Max Silverman is Professor of Modern French Studies at the University of Leeds. He has written on cultural memory, representations of the Holocaust, post-colonial theory and cultures, and immigration, race and nation in France. His recent publications include Concentrationary Cinema: Aesthetics as Political Resistance in Alain Resnais’s ‘Night and Fog’, co-edited with Griselda Pollock (Berghahn Books, 2011).
“The central premise of this brilliant study — that ‘the poetics of palimpsestic memory can be the basis of a new politics of memory’ — is convincingly articulated and argued through sophisticated and detailed analysis of a range of theories of cultural memory, as well as through close readings of a range of literary and cinematic texts… a genuinely groundbreaking study that paves the way for further exploration of the poetics and politics of (palimpsestic) memory.” · French Studies
“Silverman's writing is as dynamic as the memory process he describes… I would recommend Palimpsestic Memory to quite a large audience: to those interested in Holocaust and postcolonial studies, obviously, but also to those interested in literature or history in general.” · Contemporary French Cinema
“All in all, this [extremely erudite book] is an important contribution to the study of memory’s multidirectionality, its capacity through its artistic representations to juxtapose the memories of traumatic pasts in fruitful and imaginative ways.
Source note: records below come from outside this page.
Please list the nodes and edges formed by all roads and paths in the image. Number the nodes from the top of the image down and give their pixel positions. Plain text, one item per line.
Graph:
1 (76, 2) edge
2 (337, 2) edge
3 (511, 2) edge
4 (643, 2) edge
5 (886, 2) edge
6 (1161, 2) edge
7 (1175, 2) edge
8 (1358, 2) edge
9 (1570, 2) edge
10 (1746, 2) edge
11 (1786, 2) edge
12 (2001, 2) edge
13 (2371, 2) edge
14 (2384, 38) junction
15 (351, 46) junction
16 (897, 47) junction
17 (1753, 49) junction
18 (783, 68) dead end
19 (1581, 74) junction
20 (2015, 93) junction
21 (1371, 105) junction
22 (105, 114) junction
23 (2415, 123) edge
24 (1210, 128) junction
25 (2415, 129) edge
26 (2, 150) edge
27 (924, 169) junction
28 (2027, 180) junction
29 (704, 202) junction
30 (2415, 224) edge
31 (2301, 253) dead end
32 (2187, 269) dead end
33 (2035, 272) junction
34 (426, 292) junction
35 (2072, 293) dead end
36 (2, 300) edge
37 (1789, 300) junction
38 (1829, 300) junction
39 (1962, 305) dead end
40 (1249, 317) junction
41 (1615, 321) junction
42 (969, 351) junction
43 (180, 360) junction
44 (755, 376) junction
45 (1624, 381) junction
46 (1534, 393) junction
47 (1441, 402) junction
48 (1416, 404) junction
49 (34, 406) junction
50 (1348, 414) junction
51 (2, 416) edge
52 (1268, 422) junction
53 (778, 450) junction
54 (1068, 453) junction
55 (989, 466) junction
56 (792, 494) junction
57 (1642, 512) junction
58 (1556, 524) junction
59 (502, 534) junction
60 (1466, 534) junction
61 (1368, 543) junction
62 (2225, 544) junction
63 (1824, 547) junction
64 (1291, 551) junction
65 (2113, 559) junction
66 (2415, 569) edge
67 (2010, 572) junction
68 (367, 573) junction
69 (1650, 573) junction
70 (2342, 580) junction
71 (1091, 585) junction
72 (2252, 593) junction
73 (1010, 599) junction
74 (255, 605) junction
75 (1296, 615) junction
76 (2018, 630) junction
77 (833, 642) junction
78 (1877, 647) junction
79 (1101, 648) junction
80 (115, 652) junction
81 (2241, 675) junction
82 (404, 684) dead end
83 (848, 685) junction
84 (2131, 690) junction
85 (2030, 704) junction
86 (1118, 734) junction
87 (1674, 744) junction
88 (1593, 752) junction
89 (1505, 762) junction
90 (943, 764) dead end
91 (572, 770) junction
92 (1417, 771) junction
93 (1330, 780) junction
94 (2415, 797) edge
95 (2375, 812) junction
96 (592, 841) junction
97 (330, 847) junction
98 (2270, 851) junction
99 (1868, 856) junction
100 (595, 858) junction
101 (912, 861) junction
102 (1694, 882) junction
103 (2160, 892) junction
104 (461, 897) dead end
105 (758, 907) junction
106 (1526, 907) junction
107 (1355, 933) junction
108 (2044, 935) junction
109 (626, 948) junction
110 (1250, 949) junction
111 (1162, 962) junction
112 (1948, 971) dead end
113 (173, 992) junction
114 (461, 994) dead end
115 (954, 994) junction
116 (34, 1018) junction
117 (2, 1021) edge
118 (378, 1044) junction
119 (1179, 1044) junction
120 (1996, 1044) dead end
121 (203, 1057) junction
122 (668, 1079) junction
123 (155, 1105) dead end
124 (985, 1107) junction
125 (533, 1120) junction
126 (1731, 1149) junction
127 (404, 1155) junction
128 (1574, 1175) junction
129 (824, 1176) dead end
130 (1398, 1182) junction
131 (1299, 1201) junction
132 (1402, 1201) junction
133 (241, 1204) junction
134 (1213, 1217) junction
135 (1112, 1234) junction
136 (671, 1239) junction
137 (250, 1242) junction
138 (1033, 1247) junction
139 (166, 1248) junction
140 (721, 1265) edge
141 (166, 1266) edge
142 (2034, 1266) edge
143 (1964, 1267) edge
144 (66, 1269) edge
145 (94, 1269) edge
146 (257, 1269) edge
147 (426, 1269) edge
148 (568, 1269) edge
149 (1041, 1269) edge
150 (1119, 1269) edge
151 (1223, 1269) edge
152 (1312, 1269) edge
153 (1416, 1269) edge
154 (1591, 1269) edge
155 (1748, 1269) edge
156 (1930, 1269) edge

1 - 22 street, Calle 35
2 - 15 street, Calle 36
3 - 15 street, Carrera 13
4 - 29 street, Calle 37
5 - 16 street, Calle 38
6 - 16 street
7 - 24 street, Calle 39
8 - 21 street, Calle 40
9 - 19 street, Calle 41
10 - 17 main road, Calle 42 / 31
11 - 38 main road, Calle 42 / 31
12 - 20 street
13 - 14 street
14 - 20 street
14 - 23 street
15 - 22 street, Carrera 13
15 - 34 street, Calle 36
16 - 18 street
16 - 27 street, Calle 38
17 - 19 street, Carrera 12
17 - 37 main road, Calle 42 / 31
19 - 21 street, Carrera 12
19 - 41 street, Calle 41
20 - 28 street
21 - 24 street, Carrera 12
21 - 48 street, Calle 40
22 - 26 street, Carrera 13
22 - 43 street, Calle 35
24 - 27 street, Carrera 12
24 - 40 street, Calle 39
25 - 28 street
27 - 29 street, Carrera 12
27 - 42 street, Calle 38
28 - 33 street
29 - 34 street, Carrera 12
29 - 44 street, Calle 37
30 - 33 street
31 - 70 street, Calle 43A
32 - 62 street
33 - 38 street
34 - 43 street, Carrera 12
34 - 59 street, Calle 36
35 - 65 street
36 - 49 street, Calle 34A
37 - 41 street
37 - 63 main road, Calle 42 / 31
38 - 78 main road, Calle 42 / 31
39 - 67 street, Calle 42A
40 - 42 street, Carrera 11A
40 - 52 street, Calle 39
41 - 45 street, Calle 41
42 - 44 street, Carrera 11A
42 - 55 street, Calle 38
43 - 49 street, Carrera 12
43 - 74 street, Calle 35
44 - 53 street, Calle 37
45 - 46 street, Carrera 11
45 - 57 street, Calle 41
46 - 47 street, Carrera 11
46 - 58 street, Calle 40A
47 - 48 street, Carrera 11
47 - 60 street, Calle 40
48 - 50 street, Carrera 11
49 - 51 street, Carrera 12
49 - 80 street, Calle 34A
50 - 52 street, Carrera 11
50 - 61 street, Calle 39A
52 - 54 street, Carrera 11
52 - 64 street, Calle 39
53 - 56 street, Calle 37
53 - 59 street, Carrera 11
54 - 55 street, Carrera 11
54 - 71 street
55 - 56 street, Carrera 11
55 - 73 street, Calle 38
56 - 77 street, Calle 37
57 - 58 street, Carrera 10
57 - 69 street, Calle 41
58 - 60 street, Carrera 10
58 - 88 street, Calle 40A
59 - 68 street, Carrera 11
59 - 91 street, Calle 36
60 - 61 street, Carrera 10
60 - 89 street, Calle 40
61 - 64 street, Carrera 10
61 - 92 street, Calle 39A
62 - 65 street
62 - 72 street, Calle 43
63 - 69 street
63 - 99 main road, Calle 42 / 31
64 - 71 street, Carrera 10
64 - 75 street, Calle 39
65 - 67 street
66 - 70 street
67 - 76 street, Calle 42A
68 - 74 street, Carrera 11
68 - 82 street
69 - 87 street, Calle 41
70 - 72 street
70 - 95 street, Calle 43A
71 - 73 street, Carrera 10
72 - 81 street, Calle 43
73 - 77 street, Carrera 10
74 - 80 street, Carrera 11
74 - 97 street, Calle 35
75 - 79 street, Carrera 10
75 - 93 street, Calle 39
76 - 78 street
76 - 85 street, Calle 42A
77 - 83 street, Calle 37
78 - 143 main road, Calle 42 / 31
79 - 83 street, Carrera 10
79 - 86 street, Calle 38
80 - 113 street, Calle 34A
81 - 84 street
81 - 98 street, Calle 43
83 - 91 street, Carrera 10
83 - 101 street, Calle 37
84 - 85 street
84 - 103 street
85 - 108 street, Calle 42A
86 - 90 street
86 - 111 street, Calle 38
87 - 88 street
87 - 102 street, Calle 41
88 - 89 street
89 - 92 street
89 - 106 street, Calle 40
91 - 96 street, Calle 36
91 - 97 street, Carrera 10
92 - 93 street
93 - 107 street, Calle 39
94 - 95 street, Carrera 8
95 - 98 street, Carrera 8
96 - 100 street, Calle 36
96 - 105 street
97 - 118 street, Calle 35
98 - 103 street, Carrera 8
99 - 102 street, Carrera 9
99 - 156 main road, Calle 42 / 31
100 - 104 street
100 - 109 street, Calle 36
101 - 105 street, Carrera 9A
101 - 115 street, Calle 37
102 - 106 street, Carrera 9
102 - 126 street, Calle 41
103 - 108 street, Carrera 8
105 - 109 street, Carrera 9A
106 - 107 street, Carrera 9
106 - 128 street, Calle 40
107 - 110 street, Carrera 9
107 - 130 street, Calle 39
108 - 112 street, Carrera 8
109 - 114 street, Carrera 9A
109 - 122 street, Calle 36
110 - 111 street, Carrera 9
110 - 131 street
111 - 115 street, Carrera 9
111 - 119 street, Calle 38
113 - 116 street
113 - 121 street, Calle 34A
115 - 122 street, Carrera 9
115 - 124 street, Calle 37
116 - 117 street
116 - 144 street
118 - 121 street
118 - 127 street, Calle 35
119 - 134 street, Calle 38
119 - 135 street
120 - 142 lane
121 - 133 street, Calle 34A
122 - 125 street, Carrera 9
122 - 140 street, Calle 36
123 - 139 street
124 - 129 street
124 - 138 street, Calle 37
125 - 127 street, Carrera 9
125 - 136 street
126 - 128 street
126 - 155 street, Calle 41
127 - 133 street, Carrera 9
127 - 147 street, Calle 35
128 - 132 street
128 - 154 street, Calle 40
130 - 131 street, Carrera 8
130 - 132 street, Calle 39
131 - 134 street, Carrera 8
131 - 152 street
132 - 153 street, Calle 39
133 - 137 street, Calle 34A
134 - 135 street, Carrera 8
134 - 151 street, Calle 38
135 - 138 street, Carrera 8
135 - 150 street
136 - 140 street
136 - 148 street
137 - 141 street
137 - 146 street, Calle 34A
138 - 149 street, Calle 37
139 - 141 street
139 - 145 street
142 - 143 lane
For those skeptical of this approach to memory, Palimpsestic Memory is largely persuasive.” · H-France Review
“… a very impressive contribution to discussions of memory in relation to the Holocaust and colonialism in French and Francophone contexts. It is original, erudite, theoretically highly sophisticated and likely to be of immense value in developing debates in the field. It is also very well-written: eloquent and subtle in its expression of and contribution to the theoretical complexities of memory studies.” · Ursula Tidd, University of Manchester
“In my view this book is an outstanding piece of academic scholarship. It is rich, dense and draws on a wealth of literary and filmic texts and theory… I think it has ground-breaking potential.” · Enda McCaffrey, Nottingham Trent University
“In this timely book, Max Silverman deepens our understanding of the transcultural and transnational dynamics of memory. Lucidly written, boldly argued, and wide-ranging in its cultural and theoretical references, Palimpsestic Memory challenges sectarian, competitive approaches to the past. It derives a critical politics of remembrance from an openness to memory’s multiple layerings and poetic haunting - its ‘palimpsestic’ nature. Inspired by early postwar theorists of extreme violence such as Arendt, Césaire, Fanon, and Rousset, Silverman reveals the interconnected histories of genocide and colonialism that have been there all along, but are too frequently ignored or repressed. Through nuanced readings of French-language literary, cinematic, and theoretical texts - from Assia Djebar and Georges Perecto Alain Resnais and Jean-Luc Godard, by way of Jacques Derrida and Hélène Cixous - he offers a necessary new understanding of both the work of memory and the ethics of the human in a post-Holocaust, postcolonial world.” · Michael Rothberg, University of Illinois; author of >Multidirectional Memory: Remembering the Holocaust in the Age of Decolonization
“Max Silverman’s Palimpsestic Memory is a significant contribution to the renewal of memory studies over the past decade. Silverman argues for a model of memory that is non-linear and non-exclusive, not bound to the cultural narrative of a single group or nation but pointing simultaneously to diverse histories. This model suggests coexistence and mutual reinforcement of memories of specific events, rather than competition among groups vying for ‘uniqueness’. Silverman aims for a paradigm shift in building bridges between post-colonial studies and Holocaust studies.” · Susan Rubin Suleiman, Harvard University; author of Crises of Memory and the Second World War.